# [What you need to do]
Copy each line of the listing where the word "Avenue" can be found.

# [Source material]
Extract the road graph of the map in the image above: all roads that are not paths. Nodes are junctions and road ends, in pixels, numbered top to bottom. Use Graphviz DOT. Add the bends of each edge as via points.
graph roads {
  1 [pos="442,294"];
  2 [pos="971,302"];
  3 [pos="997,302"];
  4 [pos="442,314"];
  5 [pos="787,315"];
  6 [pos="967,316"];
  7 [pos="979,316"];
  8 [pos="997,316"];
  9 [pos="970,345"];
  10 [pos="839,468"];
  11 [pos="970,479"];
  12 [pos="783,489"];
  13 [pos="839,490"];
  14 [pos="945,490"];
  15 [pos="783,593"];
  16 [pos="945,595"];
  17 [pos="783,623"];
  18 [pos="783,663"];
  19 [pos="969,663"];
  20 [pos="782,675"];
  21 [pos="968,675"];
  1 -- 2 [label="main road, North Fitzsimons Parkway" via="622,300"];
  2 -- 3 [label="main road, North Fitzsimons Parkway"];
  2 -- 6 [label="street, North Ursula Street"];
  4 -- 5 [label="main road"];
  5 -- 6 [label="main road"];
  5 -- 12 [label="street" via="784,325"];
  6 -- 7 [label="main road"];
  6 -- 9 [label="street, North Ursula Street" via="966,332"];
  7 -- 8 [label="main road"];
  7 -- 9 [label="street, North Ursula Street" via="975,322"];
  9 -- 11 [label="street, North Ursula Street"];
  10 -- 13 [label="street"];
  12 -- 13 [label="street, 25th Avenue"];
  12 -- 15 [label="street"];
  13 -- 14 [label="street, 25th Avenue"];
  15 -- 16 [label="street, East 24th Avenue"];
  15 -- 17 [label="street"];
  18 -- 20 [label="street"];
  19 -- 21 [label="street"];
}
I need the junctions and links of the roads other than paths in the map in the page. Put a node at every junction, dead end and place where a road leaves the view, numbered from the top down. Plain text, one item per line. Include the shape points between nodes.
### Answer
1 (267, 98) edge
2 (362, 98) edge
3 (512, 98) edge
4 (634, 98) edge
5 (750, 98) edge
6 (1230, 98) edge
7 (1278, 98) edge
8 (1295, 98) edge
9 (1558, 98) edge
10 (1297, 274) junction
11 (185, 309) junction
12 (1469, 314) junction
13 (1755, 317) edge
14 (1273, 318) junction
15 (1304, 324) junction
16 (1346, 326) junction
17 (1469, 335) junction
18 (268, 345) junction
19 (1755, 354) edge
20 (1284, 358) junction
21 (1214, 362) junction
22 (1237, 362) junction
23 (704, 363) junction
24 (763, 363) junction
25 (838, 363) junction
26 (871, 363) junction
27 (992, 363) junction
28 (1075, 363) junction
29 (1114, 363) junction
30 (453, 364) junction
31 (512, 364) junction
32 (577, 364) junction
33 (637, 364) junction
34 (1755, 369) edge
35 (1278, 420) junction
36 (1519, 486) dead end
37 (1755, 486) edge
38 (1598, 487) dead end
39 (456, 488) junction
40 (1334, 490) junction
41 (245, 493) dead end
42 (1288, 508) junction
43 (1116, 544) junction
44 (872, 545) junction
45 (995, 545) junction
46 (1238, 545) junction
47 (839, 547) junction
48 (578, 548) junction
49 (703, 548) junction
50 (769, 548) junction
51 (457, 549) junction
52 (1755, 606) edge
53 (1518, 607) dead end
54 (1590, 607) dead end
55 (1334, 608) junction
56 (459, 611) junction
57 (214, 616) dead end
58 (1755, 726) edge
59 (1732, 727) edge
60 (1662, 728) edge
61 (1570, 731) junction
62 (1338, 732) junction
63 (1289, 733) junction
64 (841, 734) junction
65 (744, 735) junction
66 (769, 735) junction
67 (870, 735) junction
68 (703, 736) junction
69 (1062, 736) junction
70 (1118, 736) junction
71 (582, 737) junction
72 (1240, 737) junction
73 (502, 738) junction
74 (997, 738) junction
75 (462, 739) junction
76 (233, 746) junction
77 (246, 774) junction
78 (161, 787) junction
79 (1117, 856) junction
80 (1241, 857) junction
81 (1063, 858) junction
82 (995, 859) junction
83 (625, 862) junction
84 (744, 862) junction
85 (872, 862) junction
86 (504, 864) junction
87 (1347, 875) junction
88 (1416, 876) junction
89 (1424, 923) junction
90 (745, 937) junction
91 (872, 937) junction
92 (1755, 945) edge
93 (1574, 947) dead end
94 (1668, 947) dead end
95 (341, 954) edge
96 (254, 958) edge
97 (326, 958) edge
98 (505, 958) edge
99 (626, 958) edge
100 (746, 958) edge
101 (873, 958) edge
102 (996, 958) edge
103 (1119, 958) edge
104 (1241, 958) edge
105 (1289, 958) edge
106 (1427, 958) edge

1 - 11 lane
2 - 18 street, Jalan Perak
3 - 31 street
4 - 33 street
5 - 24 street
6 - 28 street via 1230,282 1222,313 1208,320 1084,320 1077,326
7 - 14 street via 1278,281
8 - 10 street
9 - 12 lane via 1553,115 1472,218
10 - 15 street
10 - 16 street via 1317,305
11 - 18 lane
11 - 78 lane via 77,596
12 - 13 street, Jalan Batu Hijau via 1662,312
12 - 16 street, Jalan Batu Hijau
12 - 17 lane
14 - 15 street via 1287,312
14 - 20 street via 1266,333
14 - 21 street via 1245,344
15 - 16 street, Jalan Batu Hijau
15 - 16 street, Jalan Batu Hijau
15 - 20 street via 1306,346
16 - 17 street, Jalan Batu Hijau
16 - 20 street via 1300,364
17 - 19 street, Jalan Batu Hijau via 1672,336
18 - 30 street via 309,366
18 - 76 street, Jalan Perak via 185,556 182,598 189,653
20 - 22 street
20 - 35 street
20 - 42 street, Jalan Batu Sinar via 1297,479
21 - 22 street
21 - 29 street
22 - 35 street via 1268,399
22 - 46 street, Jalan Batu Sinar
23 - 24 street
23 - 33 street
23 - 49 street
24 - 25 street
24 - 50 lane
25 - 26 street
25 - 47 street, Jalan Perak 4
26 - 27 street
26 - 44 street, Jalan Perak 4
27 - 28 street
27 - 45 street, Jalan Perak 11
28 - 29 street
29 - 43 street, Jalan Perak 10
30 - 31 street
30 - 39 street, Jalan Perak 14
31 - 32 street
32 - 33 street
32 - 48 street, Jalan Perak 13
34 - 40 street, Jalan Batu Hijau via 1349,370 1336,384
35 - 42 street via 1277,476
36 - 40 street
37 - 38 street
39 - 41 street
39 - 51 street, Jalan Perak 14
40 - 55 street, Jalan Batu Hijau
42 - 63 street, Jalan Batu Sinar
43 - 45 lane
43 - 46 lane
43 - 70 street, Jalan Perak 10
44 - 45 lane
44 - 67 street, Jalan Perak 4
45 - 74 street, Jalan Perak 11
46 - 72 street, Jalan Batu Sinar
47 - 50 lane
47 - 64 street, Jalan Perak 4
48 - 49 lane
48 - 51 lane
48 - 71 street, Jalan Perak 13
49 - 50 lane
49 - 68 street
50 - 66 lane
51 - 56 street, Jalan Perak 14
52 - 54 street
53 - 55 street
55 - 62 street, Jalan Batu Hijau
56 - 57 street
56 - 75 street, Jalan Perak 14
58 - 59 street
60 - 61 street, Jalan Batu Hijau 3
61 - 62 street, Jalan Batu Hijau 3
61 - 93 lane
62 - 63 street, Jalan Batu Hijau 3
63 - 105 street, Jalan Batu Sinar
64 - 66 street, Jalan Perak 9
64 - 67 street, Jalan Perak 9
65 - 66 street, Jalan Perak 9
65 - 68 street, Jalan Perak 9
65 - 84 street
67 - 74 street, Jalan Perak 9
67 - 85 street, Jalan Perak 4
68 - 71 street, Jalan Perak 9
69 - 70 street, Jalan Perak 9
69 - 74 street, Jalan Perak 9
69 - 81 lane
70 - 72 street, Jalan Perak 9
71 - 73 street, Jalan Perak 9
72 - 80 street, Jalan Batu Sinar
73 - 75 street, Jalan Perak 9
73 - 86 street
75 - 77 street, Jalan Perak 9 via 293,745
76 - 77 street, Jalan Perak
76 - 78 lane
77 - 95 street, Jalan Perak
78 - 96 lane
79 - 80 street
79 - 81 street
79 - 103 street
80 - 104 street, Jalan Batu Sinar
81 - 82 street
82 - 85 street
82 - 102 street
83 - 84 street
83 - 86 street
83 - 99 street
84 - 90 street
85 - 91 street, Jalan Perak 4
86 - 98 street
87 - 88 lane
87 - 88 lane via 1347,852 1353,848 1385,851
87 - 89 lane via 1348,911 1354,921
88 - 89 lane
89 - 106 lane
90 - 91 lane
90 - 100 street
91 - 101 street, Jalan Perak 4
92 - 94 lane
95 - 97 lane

# [Worked solution]
  12 -- 13 [label="street, 25th Avenue"];
  13 -- 14 [label="street, 25th Avenue"];
  15 -- 16 [label="street, East 24th Avenue"];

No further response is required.